The major efficacy outcome measure was DFS as assessed by the investigator in the primary efficacy analysis population (n = 476) of patients with stage II-IIIA NSCLC with PD-L1 expression on ≥ 1% of tumor cells (PD-L1 ≥ 1% TC). Median DFS was not reached (95% CI: 36.1, NE) in patients on the atezolizumab arm compared with 35.3 months (95% CI: 29.0, NE) on the BSC arm (HR 0.66; 95% CI: 0.50, 0.88; p = 0.004).
In a pre-specified secondary subgroup analysis of patients with PD-L1 TC ≥ 50% stage II-IIIA NSCLC, the DFS hazard ratio was 0.43 (95% CI: 0.27, 0.68). In an exploratory subgroup analysis of patients with PD-L1 TC 1-49% stage II-IIIA NSCLC, the DFS hazard ratio was 0.87; (95% CI: 0.60, 1.26).

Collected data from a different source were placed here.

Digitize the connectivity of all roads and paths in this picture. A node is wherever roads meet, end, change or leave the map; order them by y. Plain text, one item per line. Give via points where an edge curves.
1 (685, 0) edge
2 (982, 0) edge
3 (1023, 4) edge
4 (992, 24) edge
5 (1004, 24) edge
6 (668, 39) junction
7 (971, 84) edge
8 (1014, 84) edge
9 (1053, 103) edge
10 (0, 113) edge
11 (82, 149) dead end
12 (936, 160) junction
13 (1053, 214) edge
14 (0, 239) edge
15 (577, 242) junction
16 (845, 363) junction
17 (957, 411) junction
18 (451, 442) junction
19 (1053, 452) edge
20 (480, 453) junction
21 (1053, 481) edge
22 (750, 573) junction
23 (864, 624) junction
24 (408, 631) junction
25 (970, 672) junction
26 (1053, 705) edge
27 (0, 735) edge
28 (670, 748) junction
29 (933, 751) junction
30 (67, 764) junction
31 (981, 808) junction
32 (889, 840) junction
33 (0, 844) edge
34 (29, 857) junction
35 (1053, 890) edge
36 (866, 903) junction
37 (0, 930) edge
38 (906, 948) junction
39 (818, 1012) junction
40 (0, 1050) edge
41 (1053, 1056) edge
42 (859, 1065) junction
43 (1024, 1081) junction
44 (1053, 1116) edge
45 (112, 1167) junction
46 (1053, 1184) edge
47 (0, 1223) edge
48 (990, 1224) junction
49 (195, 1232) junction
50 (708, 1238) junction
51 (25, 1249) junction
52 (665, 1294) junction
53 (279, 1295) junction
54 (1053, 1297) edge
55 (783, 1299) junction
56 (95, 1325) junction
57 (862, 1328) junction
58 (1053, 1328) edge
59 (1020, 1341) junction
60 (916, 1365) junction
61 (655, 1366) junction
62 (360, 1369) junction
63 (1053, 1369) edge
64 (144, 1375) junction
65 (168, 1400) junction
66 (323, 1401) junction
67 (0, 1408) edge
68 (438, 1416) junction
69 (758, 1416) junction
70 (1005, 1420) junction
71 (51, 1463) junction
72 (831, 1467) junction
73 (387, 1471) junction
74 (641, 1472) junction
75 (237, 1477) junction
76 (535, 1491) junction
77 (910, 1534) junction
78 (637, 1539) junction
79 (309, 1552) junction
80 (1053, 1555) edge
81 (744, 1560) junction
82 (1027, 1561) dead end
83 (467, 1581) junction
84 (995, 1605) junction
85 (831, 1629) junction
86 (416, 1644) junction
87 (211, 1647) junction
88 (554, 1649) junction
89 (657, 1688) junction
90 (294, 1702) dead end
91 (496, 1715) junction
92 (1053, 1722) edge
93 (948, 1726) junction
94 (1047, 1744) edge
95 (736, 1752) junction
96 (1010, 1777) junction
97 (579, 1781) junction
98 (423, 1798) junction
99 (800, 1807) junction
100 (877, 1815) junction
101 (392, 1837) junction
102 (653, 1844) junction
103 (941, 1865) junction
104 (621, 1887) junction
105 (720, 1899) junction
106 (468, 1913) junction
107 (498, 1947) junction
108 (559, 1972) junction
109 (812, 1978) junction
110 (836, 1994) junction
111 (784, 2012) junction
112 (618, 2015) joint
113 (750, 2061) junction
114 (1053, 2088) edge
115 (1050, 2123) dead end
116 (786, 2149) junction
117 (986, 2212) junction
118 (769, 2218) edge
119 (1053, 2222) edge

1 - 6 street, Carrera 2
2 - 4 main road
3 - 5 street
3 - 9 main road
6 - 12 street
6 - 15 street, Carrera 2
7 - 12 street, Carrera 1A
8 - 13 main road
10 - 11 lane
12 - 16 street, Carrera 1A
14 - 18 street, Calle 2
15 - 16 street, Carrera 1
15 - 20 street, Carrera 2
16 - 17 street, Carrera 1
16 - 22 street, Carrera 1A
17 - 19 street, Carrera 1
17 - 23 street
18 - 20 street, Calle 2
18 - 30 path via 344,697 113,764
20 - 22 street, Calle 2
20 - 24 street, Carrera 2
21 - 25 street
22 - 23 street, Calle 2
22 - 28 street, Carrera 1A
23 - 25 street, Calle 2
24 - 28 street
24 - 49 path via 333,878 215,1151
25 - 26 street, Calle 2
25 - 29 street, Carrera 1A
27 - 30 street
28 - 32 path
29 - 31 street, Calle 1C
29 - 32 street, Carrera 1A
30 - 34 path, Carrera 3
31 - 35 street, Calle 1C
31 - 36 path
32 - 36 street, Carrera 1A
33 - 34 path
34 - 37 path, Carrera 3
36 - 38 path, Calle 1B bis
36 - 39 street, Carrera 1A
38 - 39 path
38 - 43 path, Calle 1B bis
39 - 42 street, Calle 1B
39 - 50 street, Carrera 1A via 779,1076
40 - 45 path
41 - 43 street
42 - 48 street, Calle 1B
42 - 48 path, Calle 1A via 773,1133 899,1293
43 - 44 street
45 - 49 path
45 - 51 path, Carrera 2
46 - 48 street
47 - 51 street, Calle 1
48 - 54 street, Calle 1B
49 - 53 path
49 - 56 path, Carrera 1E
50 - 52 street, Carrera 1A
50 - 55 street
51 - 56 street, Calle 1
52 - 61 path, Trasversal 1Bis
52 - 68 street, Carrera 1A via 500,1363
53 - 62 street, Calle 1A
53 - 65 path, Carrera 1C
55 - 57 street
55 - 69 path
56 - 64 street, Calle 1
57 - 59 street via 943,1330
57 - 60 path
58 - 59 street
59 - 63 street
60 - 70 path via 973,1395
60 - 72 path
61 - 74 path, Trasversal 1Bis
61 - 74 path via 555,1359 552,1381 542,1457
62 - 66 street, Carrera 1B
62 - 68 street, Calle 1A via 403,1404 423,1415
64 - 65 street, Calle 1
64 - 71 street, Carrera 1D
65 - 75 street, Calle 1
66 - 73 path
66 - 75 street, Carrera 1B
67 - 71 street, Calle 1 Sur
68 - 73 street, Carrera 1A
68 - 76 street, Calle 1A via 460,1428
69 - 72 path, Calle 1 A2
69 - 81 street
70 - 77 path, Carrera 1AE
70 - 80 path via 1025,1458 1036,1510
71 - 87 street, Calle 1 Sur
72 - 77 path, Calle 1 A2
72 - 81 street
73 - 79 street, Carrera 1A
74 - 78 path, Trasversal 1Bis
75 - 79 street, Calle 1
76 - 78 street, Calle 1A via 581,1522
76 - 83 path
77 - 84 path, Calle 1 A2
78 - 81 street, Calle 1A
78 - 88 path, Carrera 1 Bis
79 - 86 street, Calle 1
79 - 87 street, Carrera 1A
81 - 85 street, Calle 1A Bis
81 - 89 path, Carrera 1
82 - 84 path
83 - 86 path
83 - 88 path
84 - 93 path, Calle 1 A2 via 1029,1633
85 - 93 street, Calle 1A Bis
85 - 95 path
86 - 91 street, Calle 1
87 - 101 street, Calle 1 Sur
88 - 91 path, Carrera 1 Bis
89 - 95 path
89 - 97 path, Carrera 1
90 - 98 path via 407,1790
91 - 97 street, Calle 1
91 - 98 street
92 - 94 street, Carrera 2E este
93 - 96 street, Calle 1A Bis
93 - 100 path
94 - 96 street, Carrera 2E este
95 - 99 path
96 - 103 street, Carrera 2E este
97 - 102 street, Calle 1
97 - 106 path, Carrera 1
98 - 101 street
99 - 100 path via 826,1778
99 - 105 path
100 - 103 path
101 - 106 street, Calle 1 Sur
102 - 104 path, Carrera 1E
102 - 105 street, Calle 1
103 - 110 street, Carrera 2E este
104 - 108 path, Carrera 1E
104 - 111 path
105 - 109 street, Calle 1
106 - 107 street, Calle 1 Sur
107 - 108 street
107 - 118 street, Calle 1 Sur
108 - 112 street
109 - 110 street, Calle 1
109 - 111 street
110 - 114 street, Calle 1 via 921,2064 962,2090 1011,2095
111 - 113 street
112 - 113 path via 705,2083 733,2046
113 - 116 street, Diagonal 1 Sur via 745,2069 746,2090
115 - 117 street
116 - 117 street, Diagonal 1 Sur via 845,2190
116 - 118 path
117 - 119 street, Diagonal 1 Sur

Fatal and serious adverse reactions occurred in 1.8% and 18%, respectively, of patients who received atezolizumab. The most frequent serious adverse reactions (> 1%) were pneumonia (1.8%), pneumonitis (1.6%), and pyrexia (1.2%).
The most common (≥ 10%) adverse reactions in patients receiving atezolizumab, including laboratory abnormalities, were increased aspartate aminotransferase, blood creatinine, and alanine aminotransferase; as well as hyperkalemia, rash, cough, hypothyroidism, pyrexia, fatigue/asthenia, musculoskeletal pain, peripheral neuropathy, arthralgia, and pruritus.
The approval does not come without some degree of controversy. “Although atezolizumab has ‘blanket’ approval post-adjuvant chemotherapy for all patients with resected stage II and IIIA disease who also have any degree of PD-L1 expression, some of us are a bit skeptical about using this agent in patients whose tumors harbor 1-49% expression,” indicated Corey Langer, MD, the editor of the ILCN. “The confidence intervals for DFS in this group, in an exploratory analysis, cross 1, and we’ve yet to see overall survival data. We have to balance putative benefit with cost, convenience, and toxicity in this cohort.”